=== Task instructions ===
Your answer should be the lines of the material that include the word "nodes".

□ □ □ □

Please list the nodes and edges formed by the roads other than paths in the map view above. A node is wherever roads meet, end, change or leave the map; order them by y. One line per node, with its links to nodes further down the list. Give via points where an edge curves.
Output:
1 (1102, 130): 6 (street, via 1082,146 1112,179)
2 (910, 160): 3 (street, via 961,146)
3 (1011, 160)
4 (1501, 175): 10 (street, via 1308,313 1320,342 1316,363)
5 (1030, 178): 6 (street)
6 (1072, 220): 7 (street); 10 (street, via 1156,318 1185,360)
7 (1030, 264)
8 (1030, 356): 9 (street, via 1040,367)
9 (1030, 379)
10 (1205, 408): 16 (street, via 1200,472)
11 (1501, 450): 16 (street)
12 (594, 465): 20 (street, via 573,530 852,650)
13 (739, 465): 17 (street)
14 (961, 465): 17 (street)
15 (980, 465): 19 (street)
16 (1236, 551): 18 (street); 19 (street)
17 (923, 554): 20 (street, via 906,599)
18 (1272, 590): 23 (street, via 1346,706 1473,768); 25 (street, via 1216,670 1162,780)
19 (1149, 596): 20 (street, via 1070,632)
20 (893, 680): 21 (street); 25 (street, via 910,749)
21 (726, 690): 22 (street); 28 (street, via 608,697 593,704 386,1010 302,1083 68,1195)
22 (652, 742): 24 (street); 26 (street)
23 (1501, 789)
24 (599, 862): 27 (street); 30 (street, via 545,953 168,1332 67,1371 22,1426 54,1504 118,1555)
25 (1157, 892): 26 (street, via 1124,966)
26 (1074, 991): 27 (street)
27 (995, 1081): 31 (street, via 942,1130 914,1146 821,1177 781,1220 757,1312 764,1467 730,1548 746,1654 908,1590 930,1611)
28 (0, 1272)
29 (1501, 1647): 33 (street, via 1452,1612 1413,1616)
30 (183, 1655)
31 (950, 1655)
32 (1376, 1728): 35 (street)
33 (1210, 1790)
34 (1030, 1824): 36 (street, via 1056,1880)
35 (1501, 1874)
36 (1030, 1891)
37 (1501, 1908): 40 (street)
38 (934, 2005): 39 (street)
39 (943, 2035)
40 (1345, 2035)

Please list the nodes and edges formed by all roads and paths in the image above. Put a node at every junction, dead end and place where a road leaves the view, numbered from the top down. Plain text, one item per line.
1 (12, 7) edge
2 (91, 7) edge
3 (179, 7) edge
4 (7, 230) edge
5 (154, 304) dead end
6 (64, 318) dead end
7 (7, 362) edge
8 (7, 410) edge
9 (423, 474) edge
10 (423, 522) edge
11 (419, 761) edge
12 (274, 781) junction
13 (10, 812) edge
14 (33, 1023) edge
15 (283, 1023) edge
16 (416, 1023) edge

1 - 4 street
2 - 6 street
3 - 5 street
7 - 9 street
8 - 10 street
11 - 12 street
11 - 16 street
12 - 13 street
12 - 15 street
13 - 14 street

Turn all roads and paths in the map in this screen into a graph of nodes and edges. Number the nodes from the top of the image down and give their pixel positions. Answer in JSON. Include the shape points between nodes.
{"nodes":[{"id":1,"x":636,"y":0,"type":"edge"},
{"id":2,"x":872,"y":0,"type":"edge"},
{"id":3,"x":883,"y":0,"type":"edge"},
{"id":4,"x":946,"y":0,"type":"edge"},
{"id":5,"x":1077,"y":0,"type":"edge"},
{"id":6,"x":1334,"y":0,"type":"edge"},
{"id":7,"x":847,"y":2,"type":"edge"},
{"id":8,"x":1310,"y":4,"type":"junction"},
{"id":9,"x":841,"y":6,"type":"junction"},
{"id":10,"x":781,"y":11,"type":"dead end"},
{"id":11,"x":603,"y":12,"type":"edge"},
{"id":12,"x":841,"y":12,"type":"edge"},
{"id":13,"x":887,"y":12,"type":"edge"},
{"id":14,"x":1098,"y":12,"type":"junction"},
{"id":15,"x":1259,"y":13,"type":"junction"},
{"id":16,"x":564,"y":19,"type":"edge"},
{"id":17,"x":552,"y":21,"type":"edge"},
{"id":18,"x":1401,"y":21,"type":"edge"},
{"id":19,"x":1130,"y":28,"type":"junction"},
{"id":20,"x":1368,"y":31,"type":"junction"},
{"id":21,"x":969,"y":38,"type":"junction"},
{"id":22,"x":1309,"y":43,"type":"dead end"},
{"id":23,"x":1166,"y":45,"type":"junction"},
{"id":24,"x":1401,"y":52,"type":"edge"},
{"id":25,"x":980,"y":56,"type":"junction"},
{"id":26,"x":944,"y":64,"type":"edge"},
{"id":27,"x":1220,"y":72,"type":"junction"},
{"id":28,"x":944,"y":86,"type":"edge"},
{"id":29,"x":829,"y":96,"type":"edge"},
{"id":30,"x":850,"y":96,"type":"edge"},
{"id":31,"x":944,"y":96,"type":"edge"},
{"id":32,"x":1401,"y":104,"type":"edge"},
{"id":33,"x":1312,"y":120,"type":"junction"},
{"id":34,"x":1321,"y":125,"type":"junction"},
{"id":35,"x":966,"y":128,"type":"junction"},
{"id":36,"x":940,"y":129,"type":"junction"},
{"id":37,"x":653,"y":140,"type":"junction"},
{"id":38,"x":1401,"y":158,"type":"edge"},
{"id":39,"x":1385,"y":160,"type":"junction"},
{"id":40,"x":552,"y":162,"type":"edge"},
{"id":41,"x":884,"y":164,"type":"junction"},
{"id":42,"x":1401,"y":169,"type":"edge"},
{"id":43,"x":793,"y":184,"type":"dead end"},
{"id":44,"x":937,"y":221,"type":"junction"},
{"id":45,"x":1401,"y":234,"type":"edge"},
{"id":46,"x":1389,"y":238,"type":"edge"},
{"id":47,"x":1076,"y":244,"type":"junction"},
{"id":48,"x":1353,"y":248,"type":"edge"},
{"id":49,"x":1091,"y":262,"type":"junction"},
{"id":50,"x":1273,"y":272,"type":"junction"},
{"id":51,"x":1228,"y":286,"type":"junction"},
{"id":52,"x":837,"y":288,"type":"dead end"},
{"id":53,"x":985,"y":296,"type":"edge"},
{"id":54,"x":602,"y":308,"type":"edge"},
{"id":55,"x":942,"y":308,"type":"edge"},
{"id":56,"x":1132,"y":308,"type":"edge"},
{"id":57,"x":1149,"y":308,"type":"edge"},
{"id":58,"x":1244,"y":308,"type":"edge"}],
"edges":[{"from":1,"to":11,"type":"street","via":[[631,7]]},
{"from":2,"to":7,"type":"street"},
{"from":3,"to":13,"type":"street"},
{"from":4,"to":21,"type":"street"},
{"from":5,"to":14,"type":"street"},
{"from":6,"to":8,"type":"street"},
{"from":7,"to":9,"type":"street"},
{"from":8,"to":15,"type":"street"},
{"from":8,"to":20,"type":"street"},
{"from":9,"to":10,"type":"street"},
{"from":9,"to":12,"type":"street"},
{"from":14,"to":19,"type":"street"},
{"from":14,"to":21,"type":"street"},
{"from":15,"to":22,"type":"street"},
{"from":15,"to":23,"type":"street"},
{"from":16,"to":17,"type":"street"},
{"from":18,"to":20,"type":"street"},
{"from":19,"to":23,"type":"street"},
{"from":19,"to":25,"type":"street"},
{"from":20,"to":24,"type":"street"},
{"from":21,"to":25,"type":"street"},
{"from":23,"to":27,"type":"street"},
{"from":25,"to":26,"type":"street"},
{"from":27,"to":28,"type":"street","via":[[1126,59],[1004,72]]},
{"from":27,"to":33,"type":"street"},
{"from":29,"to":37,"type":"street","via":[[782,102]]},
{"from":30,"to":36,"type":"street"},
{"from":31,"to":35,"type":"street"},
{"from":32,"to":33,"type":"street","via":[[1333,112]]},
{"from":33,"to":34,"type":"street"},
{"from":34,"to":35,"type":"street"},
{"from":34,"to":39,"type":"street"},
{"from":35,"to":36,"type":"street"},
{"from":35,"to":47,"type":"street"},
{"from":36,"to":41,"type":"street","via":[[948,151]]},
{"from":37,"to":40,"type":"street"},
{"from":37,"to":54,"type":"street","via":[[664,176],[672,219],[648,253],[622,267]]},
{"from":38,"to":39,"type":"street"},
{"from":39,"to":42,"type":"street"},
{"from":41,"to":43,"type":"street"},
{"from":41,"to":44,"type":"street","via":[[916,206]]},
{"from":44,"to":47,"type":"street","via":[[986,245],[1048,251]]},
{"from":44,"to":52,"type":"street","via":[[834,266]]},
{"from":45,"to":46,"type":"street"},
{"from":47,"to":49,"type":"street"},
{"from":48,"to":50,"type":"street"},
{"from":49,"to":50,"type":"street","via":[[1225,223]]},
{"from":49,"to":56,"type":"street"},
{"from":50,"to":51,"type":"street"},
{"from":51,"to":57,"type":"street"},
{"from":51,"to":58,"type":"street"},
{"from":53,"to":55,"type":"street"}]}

□ □ □ □

=== Response box ===
Please list the nodes and edges formed by the roads other than paths in the map view above. A node is wherever roads meet, end, change or leave the map; order them by y. One line per node, with its links to nodes further down the list. Give via points where an edge curves.
Please list the nodes and edges formed by all roads and paths in the image above. Put a node at every junction, dead end and place where a road leaves the view, numbered from the top down. Plain text, one item per line.
Turn all roads and paths in the map in this screen into a graph of nodes and edges. Number the nodes from the top of the image down and give their pixel positions. Answer in JSON. Include the shape points between nodes.
{"nodes":[{"id":1,"x":636,"y":0,"type":"edge"},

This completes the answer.